Source records:
※

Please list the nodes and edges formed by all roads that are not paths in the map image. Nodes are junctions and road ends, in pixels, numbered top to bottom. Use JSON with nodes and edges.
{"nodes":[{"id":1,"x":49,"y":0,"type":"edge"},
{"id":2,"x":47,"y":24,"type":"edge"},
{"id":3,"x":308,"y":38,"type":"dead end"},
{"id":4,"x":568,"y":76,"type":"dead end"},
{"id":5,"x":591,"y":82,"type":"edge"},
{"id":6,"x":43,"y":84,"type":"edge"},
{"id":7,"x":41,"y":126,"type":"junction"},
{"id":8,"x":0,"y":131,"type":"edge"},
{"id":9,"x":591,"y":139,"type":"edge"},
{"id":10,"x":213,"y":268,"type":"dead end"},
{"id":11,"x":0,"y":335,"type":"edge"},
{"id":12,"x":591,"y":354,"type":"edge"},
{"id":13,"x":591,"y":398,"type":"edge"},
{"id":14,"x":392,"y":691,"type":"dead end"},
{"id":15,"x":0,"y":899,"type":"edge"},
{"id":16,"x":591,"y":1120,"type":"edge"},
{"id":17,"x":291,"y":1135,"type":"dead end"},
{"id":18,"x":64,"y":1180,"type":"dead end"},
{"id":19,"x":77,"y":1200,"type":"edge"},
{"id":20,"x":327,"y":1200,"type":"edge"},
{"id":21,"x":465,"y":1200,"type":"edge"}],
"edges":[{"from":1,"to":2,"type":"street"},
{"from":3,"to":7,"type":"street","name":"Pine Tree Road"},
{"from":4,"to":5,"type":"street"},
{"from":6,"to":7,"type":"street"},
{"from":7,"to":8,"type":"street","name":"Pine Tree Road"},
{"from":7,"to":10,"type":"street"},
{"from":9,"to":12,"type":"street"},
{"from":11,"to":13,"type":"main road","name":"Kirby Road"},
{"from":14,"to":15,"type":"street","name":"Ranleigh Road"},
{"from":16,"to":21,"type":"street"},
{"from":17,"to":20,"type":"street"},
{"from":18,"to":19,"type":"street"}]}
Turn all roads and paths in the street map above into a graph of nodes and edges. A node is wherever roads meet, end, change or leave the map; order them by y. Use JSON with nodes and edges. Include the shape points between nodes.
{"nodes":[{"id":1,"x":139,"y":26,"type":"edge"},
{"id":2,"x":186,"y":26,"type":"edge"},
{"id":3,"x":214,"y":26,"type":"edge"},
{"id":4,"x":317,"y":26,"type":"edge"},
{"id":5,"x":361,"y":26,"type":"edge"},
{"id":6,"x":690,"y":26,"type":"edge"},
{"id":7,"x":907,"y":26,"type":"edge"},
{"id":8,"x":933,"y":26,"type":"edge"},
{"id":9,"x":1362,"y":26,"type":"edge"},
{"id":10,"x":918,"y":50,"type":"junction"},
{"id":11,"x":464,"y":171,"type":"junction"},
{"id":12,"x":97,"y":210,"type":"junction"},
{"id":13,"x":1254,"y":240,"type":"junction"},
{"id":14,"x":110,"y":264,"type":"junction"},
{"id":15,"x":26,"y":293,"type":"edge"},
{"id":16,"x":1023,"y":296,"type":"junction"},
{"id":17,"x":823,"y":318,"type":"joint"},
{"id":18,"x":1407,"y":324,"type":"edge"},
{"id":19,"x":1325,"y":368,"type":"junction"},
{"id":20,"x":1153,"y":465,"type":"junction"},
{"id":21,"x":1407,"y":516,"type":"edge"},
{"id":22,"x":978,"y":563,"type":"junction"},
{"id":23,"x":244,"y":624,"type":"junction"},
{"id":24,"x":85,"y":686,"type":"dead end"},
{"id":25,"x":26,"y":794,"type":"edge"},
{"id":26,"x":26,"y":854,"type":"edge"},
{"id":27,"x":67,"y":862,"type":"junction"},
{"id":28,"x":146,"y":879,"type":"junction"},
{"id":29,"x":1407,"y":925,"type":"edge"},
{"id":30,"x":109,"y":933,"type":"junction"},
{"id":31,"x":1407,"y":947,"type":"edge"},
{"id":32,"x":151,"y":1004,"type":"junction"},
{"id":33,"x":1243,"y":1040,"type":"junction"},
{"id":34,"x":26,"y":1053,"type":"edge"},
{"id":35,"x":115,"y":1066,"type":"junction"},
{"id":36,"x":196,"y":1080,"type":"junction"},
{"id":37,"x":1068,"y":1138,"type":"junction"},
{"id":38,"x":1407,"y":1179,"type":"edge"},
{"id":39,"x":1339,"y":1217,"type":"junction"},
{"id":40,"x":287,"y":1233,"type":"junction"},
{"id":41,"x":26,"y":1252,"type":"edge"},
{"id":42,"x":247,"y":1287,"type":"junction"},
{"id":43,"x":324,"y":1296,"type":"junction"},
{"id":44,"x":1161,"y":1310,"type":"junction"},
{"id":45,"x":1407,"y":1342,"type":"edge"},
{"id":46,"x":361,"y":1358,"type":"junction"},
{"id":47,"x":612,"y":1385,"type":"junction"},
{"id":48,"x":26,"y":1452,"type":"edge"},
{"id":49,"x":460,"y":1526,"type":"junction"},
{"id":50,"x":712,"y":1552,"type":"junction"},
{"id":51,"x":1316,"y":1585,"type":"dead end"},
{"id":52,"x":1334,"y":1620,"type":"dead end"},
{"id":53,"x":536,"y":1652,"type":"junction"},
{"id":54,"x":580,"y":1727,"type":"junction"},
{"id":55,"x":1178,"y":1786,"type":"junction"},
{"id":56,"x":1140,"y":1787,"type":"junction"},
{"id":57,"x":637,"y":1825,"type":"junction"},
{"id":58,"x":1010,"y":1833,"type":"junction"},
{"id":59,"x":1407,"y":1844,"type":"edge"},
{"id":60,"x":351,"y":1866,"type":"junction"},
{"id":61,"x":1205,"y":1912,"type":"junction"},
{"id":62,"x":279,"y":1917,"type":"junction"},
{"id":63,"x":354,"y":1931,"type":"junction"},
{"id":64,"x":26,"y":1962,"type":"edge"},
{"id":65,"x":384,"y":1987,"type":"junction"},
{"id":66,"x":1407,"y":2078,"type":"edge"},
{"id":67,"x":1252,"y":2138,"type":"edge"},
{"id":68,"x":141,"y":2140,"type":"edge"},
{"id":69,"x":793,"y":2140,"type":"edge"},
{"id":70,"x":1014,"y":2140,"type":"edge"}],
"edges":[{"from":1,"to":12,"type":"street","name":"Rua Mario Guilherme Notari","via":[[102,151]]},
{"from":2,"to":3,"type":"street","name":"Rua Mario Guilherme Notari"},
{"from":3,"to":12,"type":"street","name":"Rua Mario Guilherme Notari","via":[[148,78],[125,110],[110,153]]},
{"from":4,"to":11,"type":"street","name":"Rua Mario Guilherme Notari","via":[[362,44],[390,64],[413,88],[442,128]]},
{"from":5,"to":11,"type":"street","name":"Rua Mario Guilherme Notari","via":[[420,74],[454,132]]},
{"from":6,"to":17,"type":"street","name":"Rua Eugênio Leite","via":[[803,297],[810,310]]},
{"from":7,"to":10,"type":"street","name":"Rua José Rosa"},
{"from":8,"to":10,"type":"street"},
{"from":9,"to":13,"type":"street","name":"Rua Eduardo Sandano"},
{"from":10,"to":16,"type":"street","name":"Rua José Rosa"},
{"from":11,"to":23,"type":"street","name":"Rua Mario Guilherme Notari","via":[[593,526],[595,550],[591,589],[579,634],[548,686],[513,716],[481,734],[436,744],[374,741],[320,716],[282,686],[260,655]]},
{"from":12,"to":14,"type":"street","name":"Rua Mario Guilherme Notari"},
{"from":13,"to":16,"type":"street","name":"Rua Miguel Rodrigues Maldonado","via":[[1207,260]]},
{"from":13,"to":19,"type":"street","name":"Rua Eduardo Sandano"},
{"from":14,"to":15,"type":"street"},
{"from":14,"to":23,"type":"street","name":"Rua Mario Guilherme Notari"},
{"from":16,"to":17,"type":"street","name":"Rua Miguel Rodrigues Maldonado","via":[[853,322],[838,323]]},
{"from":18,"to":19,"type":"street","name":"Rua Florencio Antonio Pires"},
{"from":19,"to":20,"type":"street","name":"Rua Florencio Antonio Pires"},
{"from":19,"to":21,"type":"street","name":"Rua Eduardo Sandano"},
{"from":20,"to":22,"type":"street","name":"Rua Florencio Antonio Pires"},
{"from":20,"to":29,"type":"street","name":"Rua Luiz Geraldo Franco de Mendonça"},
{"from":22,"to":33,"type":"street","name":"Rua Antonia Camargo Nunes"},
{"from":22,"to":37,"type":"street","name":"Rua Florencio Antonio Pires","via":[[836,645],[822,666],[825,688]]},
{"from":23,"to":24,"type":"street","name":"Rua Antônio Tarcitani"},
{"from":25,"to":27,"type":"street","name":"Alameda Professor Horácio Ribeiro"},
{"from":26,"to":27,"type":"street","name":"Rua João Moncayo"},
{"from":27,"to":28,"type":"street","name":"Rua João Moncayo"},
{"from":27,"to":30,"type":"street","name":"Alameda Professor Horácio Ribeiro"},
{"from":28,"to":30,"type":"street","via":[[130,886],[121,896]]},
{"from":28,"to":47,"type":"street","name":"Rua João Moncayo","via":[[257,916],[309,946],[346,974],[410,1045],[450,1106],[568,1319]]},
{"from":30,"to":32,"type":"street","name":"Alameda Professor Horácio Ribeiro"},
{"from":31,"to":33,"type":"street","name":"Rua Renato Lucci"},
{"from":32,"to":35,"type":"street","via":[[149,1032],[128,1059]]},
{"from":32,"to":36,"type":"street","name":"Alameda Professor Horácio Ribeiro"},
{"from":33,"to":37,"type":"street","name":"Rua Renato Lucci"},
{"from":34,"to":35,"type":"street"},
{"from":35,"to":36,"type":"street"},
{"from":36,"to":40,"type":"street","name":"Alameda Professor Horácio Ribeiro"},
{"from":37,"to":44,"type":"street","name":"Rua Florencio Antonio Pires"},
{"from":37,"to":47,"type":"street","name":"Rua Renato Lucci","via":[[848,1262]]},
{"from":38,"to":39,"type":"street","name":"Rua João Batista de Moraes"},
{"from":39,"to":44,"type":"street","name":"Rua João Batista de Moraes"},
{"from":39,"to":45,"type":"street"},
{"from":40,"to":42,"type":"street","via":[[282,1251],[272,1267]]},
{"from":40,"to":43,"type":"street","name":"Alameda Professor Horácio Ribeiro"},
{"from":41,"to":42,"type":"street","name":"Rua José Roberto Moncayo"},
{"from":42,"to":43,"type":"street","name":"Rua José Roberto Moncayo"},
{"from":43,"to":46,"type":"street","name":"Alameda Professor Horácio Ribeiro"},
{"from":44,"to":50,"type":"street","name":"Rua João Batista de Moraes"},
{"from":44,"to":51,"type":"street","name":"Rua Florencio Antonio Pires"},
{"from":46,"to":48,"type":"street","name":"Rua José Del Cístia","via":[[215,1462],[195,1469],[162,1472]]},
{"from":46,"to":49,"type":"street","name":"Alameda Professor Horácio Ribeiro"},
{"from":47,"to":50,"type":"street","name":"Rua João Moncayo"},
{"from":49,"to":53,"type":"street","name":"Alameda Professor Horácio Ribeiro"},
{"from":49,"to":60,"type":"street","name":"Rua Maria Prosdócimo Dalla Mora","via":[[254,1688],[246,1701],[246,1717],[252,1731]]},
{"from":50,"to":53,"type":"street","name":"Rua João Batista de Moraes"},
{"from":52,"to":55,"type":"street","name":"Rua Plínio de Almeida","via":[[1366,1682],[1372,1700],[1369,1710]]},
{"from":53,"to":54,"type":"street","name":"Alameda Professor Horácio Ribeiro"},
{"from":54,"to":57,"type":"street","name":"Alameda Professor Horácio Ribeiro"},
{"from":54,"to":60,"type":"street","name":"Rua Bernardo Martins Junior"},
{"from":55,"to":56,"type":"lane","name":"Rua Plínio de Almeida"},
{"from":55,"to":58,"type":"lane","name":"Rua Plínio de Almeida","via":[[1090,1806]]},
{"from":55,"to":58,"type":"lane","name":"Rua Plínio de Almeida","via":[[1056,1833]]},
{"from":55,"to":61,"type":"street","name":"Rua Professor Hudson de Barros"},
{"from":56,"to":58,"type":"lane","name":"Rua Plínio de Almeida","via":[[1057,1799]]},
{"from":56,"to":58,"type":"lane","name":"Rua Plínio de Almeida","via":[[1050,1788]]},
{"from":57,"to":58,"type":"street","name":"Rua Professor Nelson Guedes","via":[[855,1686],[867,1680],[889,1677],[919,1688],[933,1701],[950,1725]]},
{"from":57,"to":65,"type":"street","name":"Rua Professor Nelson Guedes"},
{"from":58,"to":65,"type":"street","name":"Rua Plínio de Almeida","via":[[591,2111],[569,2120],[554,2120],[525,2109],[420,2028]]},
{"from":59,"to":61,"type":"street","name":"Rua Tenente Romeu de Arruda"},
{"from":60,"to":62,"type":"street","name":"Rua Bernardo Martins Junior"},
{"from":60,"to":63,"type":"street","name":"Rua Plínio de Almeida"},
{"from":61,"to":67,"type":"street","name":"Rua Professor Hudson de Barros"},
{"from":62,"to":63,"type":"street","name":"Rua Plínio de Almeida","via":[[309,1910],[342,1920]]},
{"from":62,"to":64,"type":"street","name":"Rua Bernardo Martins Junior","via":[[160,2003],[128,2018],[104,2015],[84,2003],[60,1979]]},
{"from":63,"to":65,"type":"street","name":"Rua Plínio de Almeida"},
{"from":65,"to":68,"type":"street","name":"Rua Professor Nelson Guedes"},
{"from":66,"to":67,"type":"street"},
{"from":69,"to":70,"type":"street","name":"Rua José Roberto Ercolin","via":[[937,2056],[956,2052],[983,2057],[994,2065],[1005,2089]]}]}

※

What you have to do:
Search the listing for "Bernardo" and copy each line holding it.

Exercise answer:
{"from":54,"to":60,"type":"street","name":"Rua Bernardo Martins Junior"},
{"from":60,"to":62,"type":"street","name":"Rua Bernardo Martins Junior"},
{"from":62,"to":64,"type":"street","name":"Rua Bernardo Martins Junior","via":[[160,2003],[128,2018],[104,2015],[84,2003],[60,1979]]},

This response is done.